Few people these days would dare to publicly stereotype racial or ethnic minorities, yet many make sweeping and erroneous generalizations about cyclists. Those who say these things are not evil - just insensitive and uninformed. The real damage comes not from uttering these overly broad claims but from the fact that it enables those who say them to relegate cyclists to a subhuman group whose needs and interests need not be considered.

I would like to convince you that bicyclists are a lot like the general population, though there are some differences, and that addressing their needs will advance the general public welfare. First let us consider the differences. Cyclists are typically younger and slimmer than the average citizen. Cyclists are probably a bit more aggressive on the whole than the average citizen.

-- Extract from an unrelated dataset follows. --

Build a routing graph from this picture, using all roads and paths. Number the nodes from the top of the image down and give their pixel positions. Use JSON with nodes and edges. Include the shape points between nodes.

The reason is that those who are not either die on the road or are frightened out of their wits and give it up.

Some cyclists are quite young, but with a little training they can safely ride to school and back and get themselves to Little League or soccer practice provided that there are no serious road hazards in their way. I believe that it is an important obligation of our community to make that possible.

The priorities of most cyclists are similar to those of non-cyclists. They wish to travel safely, lawfully and pleasantly, in that order. Like pedestrians, cyclists are relatively vulnerable because they are not travelling inside a steel cage. Unlike pedestrians, cyclists spend most of their travel time on the road.

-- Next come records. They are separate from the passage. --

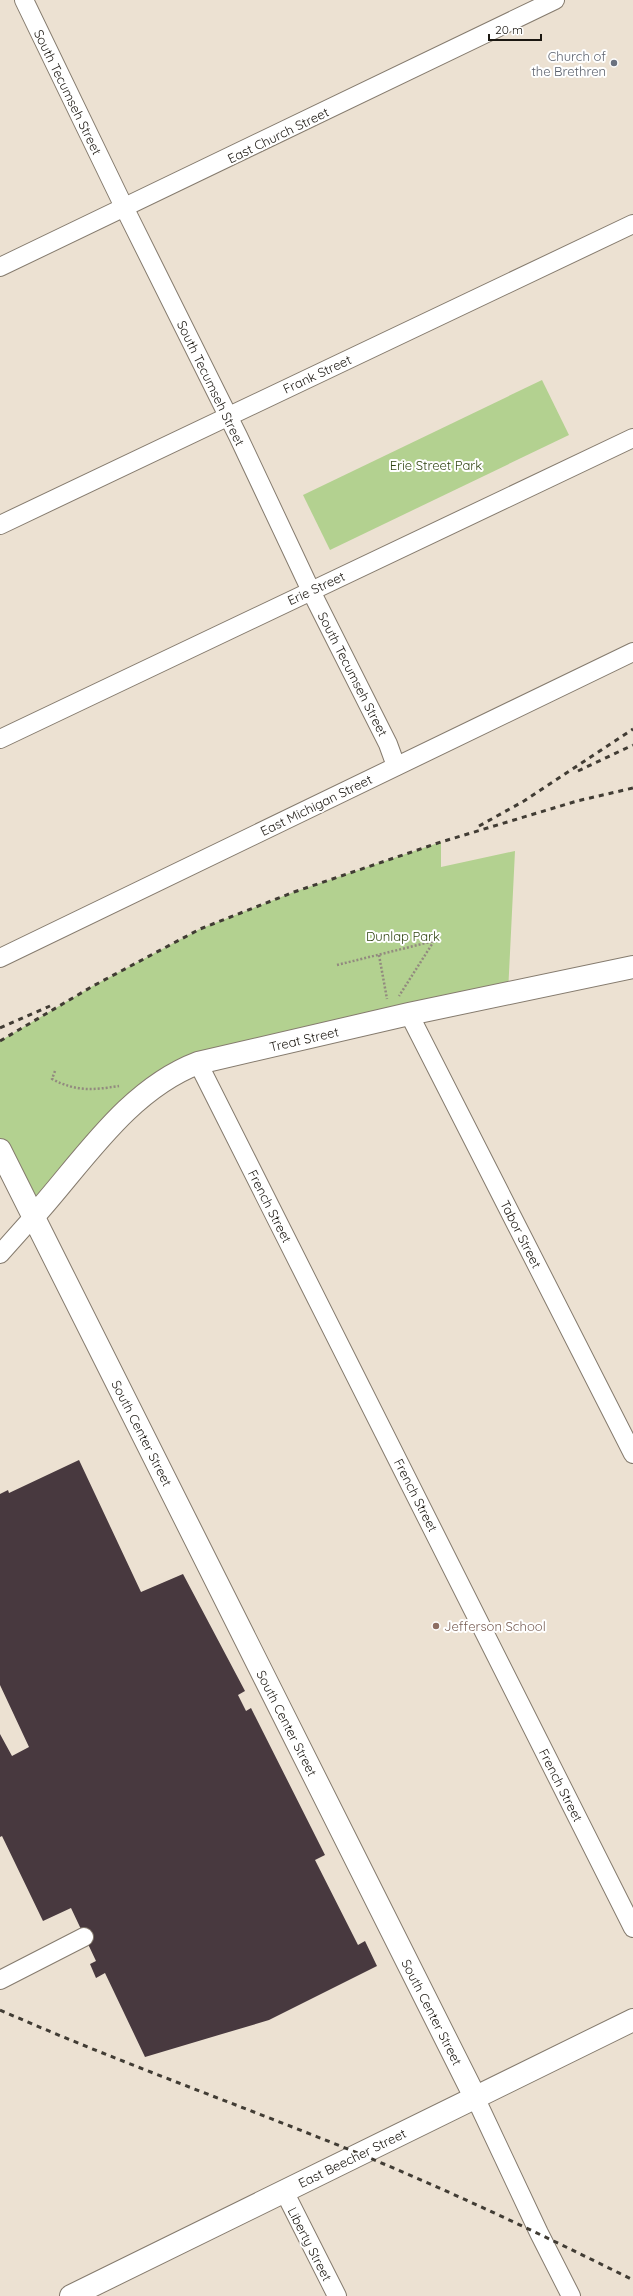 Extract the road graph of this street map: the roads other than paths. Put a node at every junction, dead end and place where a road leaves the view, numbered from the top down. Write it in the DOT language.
graph roads {
  1 [pos="24,0"];
  2 [pos="555,0"];
  3 [pos="125,209"];
  4 [pos="633,224"];
  5 [pos="0,267"];
  6 [pos="228,416"];
  7 [pos="633,438"];
  8 [pos="0,525"];
  9 [pos="311,591"];
  10 [pos="633,652"];
  11 [pos="0,739"];
  12 [pos="396,766"];
  13 [pos="0,958"];
  14 [pos="633,967"];
  15 [pos="404,1005"];
  16 [pos="198,1063"];
  17 [pos="0,1150"];
  18 [pos="33,1217"];
  19 [pos="0,1254"];
  20 [pos="633,1454"];
  21 [pos="633,1928"];
  22 [pos="84,1936"];
  23 [pos="0,1980"];
  24 [pos="633,2020"];
  25 [pos="475,2097"];
  26 [pos="284,2191"];
  27 [pos="71,2296"];
  28 [pos="337,2296"];
  29 [pos="571,2296"];
  1 -- 3 [label="street, South Tecumseh Street"];
  2 -- 3 [label="street, East Church Street"];
  3 -- 5 [label="street, East Church Street"];
  3 -- 6 [label="street, South Tecumseh Street"];
  4 -- 6 [label="street, Frank Street"];
  6 -- 8 [label="street, Frank Street"];
  6 -- 9 [label="street, South Tecumseh Street"];
  7 -- 9 [label="street, Erie Street"];
  9 -- 11 [label="street, Erie Street"];
  9 -- 12 [label="street, South Tecumseh Street"];
  10 -- 12 [label="street, East Michigan Street"];
  12 -- 13 [label="street, East Michigan Street"];
  14 -- 15 [label="street, Treat Street"];
  15 -- 16 [label="street, Treat Street"];
  15 -- 20 [label="street, Tabor Street"];
  16 -- 18 [label="street, Treat Street"];
  16 -- 21 [label="street, French Street"];
  17 -- 18 [label="street, South Center Street"];
  18 -- 19 [label="street"];
  18 -- 25 [label="street, South Center Street"];
  22 -- 23 [label="street"];
  24 -- 25 [label="street, East Beecher Street"];
  25 -- 26 [label="street, East Beecher Street"];
  25 -- 29 [label="street, South Center Street"];
  26 -- 27 [label="street, East Beecher Street"];
  26 -- 28 [label="street, Liberty Street"];
}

There are many roads where this is not a problem in that there is room for motorists to pass safely, but there are some places that are not wide enough to do that. If that happens in a steep uphill section, the cyclist necessarily holds up traffic and there is nothing that he or she can do about it. Is that holdup the cyclist's fault? Some motorists seem to think so and blow their horns, as if to demand that the cyclist defy gravity.

By contrast, consider what is likely to happen when a motorist encounters a slow moving tractor on a narrow stretch of road. Is that motorist likely to honk his horn in order to get the tractor driver to accelerate? Probably not, because tractors have engines and therefore have equal status, unlike the disreputable Lycra-clad bikies.

When motorists are held up by cyclists on narrow road segments, I would hope that they would consider who is really at fault: the cheapskate agency that made the road too narrow in the first place.

Aside from a few differences in behavior that are intrinsic to two-wheeled travel, cyclists are a cross-section of the community. Politically they are all over the place. Some are arrogant jerks; others are the nicest people you would like to meet. Most try to ride lawfully; some are outlaws. Unlike motorists, they are generally friendly toward other cyclists.

Bicyclists contribute to the general welfare and that governmental bodies should therefore try to encourage more people to travel that way. Consider the growing problems of traffic congestion, air pollution, and the rising costs of health care. Cyclists take much less room on the road and generally can share it with motorists. They contribute essentially no air pollution and the exercise that they get makes them healthier, which helps to keep down the overall costs of health care providers, benefiting everyone.

Dealing with cycling issues in a fair and efficient way is not hard if you are willing to put aside your stereotypes and recognize cyclists as legitimate users of the roads, with rights and responsibilities that are not much different from those of motorists. Instead of thinking of these people as some kind of mutants, please try to put yourself in their place and think about ways to help them get where they are going safely.